When I began grade school, in 1959, the year I started first grade, all the kids in my school walked hoe for lunch, had lunch with stay-at-home moms and walked back to school. The few kids who hd no moms at home at lunch time, i.e. moms who worked outside the home, they all ate lunch in one classroom, probably with some teacher on lunch duty.
All the kids who had stay-at-home moms felt a bit sorry for the kids who ate lunch at school. I could not imagine what it would be like to not have a stay-at-hoe mom.
I guess the world changed a lot from 1959 to 1967 when I graduated form the 8th grade. Sometime in my later grade school years, everyone brought lunches to school, ate lunch at school and we all got out a little earlier. This earlier discharge caused a new set of problems for the kids with outside-the-home working moms.
What changed? I guess women were entering the paid work force more and more. Maybe my packed-to-the-gills baby boom laden school was trying to be modern.
Once, when I wsa in the third grade, I passed out on the school playground. The school called my mom to tell her she hd to come pick me up, that the school did not want to be responsible for what had been a longish time with me unconscious on the playground. I had also fallen smack hard on my forehead so the school wsa worried about a concussion.
MY parents, like most households in my world around 1960, the year I passed out on the playground for no apparent reason, shared one car. And usually my dad took that car to work. Mom only kept the car if she had a specific reason to need a car but a stay at home mom with a baby in the house and three or four kids to feed at lunch time rarely needed a car.
When the school called to say "Come and get her, we can't be responsible if she is concussed", mom said "I will have to bring the children's wagon and haul her home in the wagon." The school person on the phone might have gasped as she said "A wagon? I don't think it wise to haul an unconscious and maybe concussed child home in a wagon." Mom said "well, that's all I've got."
Mom knew other moms at home but all of them also shared the family car with their men and their men took the family car to work.
Mom got off the phone and began to bundle up her latest baby and was trying to figure out how to haul unconscious second grader me and her newborn in a wagon, when a priest from our parish called. He said the school nuns had told him I needed to go home, that mom had no car and he would bring me home.
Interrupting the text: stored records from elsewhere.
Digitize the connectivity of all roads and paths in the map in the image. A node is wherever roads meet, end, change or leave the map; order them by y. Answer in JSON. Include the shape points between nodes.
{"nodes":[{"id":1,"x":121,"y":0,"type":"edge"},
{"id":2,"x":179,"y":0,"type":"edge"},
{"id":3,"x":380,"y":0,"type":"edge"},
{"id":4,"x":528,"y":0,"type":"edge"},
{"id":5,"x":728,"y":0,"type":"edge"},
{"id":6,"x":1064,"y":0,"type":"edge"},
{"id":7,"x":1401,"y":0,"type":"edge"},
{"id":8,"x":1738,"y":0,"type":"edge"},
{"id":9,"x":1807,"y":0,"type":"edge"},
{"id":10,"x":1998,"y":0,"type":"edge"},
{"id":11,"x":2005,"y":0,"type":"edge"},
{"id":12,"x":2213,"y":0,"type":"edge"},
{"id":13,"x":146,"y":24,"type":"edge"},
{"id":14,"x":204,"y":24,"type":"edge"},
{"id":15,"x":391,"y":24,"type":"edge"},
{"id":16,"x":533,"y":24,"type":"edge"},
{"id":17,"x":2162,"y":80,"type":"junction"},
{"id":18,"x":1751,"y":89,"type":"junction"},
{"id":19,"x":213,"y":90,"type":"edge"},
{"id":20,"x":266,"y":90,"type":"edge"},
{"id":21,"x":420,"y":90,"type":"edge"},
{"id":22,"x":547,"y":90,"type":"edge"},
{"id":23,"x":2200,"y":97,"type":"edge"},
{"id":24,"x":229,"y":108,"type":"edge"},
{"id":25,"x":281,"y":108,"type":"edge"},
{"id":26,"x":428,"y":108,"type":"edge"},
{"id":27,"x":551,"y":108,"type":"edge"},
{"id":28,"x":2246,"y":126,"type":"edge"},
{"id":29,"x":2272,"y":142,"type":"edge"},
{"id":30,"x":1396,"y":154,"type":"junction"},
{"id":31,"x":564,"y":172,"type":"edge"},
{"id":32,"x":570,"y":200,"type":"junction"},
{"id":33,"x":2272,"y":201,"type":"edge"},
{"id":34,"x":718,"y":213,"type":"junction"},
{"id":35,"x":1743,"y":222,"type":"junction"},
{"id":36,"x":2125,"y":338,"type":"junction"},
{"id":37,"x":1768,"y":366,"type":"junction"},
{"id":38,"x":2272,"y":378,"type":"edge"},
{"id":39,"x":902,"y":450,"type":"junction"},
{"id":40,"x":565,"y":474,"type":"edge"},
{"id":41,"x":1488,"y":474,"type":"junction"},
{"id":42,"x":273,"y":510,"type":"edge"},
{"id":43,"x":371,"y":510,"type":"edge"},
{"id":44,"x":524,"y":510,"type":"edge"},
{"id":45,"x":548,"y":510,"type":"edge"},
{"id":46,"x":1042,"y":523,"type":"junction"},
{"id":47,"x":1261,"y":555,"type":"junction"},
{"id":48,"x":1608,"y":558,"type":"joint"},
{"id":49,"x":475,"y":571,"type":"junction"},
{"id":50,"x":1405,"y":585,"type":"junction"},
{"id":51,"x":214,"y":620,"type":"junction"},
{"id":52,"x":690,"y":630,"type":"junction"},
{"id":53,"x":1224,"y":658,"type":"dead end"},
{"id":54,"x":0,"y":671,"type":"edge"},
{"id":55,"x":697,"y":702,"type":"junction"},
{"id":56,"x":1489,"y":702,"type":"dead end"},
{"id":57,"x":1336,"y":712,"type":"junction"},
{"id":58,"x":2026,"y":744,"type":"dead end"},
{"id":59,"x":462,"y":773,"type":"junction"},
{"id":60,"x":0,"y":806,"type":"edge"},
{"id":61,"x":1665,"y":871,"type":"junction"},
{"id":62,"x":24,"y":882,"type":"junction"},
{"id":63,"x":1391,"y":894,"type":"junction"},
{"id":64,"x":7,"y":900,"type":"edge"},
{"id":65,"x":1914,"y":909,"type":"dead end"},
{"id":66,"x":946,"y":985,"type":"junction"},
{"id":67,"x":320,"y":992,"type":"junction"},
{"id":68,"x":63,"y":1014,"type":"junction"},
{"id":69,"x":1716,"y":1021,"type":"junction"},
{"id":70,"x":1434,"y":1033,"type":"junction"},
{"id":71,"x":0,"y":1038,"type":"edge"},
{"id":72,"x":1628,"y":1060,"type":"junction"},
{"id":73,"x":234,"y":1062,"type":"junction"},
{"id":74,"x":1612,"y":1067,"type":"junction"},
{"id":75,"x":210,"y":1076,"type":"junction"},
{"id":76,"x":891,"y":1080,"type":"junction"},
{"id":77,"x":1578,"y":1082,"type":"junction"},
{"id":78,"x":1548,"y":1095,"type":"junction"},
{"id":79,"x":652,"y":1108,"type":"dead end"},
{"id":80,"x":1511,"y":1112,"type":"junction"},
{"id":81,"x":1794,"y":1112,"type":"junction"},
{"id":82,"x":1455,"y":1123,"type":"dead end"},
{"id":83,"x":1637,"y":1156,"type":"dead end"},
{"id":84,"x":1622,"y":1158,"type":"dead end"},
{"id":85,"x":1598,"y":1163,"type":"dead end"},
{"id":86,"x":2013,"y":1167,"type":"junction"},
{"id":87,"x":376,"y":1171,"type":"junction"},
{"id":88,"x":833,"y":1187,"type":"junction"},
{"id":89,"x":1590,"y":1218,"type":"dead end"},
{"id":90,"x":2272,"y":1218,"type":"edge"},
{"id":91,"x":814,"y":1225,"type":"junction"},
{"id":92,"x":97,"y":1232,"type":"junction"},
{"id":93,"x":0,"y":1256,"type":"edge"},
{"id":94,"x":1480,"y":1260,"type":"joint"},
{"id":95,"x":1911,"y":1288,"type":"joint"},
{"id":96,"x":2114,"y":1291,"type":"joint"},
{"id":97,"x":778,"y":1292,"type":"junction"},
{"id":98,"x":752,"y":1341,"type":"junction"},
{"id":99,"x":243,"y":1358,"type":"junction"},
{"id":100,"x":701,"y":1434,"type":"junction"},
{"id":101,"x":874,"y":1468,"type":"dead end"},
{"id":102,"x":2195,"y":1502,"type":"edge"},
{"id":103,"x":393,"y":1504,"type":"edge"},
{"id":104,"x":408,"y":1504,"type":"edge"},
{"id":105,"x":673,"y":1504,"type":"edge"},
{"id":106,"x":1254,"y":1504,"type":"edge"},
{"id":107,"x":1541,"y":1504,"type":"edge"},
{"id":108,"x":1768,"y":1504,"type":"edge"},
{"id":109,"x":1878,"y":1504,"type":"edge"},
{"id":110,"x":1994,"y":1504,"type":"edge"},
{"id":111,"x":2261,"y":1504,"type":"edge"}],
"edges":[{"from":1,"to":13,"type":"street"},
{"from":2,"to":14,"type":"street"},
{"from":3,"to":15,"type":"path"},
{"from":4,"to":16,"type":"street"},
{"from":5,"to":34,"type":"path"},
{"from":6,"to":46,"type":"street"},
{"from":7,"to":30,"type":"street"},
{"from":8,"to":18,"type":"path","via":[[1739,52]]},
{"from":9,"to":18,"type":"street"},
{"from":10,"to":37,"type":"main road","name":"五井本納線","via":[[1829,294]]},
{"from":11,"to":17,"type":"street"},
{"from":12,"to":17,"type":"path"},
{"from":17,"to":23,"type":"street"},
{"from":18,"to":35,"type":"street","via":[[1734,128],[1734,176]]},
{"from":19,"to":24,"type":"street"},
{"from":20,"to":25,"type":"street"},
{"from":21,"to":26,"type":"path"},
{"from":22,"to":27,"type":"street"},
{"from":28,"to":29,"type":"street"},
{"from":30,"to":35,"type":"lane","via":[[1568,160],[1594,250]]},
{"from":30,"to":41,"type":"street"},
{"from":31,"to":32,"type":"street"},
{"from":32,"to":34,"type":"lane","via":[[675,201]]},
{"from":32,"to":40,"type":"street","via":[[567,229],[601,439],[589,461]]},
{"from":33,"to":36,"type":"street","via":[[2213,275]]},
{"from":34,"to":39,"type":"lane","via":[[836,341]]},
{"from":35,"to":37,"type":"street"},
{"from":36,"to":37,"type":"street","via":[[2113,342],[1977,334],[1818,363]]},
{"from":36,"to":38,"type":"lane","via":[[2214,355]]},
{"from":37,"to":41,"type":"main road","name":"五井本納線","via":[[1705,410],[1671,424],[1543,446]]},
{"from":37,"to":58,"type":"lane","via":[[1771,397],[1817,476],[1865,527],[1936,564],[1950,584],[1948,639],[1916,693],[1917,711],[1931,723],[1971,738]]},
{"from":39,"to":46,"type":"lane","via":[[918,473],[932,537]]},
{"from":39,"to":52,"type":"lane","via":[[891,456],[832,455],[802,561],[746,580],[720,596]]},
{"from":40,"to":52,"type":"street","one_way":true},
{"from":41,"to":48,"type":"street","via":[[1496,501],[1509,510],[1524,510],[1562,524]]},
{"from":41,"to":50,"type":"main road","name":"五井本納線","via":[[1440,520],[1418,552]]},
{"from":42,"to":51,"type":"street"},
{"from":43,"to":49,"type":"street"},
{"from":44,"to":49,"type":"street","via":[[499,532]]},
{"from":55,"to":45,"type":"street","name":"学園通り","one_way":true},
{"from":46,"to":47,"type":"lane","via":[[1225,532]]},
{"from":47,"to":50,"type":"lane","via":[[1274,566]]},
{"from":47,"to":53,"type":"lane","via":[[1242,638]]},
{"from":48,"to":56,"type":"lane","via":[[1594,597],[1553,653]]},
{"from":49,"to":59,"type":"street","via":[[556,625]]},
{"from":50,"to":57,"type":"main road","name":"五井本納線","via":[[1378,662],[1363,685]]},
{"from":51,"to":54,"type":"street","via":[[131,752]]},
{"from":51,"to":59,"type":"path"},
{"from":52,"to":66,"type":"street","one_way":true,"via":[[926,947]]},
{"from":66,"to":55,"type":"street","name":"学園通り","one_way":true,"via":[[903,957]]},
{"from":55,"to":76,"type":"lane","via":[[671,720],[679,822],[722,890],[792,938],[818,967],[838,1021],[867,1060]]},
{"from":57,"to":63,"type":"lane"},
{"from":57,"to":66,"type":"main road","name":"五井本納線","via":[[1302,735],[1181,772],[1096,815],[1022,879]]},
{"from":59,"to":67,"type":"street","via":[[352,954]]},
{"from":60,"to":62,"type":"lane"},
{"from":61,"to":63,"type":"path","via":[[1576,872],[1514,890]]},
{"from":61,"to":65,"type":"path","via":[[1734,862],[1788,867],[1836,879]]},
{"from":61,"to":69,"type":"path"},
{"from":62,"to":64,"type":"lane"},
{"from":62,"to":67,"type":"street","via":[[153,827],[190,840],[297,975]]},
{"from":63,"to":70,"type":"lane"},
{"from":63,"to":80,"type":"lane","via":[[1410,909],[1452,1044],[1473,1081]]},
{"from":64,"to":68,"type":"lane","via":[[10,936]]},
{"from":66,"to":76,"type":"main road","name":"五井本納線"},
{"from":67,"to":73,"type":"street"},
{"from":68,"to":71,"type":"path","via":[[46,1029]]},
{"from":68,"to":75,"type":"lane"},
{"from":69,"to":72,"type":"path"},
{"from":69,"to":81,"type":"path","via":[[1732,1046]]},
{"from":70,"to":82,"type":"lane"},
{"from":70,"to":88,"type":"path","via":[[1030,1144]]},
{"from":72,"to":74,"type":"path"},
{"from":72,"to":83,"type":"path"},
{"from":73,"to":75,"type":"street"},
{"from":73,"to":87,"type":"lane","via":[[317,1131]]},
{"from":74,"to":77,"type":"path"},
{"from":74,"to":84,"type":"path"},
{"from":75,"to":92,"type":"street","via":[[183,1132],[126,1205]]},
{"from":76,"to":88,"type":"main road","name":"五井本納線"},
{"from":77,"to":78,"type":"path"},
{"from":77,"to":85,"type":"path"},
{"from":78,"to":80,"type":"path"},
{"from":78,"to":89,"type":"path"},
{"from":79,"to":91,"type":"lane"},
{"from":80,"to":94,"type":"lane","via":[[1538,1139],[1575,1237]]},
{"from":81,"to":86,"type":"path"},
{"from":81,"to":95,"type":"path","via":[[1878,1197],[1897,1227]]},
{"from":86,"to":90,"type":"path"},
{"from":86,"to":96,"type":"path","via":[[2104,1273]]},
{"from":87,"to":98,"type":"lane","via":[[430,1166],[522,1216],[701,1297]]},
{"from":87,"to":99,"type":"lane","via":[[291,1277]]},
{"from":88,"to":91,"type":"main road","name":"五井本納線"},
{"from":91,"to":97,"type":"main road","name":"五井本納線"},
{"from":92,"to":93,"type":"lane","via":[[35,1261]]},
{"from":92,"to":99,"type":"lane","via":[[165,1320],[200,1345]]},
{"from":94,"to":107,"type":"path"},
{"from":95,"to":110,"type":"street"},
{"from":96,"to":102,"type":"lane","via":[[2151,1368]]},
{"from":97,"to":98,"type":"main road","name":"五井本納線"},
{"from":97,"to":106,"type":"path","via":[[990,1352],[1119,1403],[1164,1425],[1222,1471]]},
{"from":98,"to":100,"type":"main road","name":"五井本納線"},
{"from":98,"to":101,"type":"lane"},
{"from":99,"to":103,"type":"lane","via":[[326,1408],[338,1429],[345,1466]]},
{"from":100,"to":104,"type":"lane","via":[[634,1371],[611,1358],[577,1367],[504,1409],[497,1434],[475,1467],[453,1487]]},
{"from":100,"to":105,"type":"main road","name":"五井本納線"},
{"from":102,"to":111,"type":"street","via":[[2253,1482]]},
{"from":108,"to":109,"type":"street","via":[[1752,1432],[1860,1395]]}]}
And he did.
I wish I remembered exactly when kids at my school stopped going home, midday, for lunch. It was such a different time.
This shift, to eating lunch at school, must have happened when I was in the 7th grade. Because my brother Chuck the fuck was still in the school and we still went home for lunch. Older kids had a different lunch time than younger kids so I ate with Chuck and Joe and Tom and Dave ate together. It never occurred to me back then that giving my mom two lunch shifts of children to feed was adding to her work load.
Whatev.
I remember that I was in the 7th grade when my brother Chuck, teasing me in particularly nasty comments, although he was always nasty and I have no recollection, not once, of either of my parents ever telling Chuck to shut the fuck up, to stop tormenting his sister. Chuck did not torment Joe who was a hella lot bigger than Chuck, albiet two years younger than him. but Chuck was fine with teasing a girl.
So one day, when I was in the 7th grade, Chuck said something I considered truly despicable and I threw my fork at him. Flinging that fork was not quite a concious choice. I was shocked by whatever Chuck had said, deeply hurt, triggered and I flung that work instinctively, without thinking. Mom was not home. She had gone over to Mrs. Danaher's for some reason. Mrs. Danaher lived on the next block, had lots of kids like mom had.
My flunk fork, and all four of ite tines, landed in the upper park of Chuck's left cheek, four tiny puncture wounds. Chuck could not have been very wounded because he jumped up, taking care to hold that fork in its four puncture holes, and ran down to the Danaher's to show my mom.
Duh. The work was not really embedded in his face. He held it in to 'show mom' what I had done. Fuck that asshole retroctively. The fork proved I was wrong and my mom, and neither my dad ever would listen to me tell them what he had said. The fact of his four tiny fork tine punctures was my doom.
I was punished by not being allowed out to play after school for a long time. Ha. I was never allowed out to play unless I was toting mom's babies along with me. So I was never allowed 'out to play'. I was always working for mom, her own Cinderella. I doted on my two baby brothers at that time, Tom and Dave. My punishment only meant I had to take care of them at home for awhile.
It was sometime after the fork assault that our school stopped having kids go home for lunch.
I did not understand then and I don't understand now why giving us 20 minutes to eat lunch at our desks, bag lunches from home for my school had no in-use cafeteria (it had one but that school did not ever use it) added up to being let out of school one hour and fifteen minutes early.
Cultural change, especially when it is imposed on communities without any community buy-in, no engaging of the comunity, is hard. It's not that people don't want to change but people don't wat to 'be' changed.
In my Catholic parish world, nuns and priests had godlike powers with the priests of course having ore power than the nuns. I know tose nuns had to get the priests to okay that lunch change.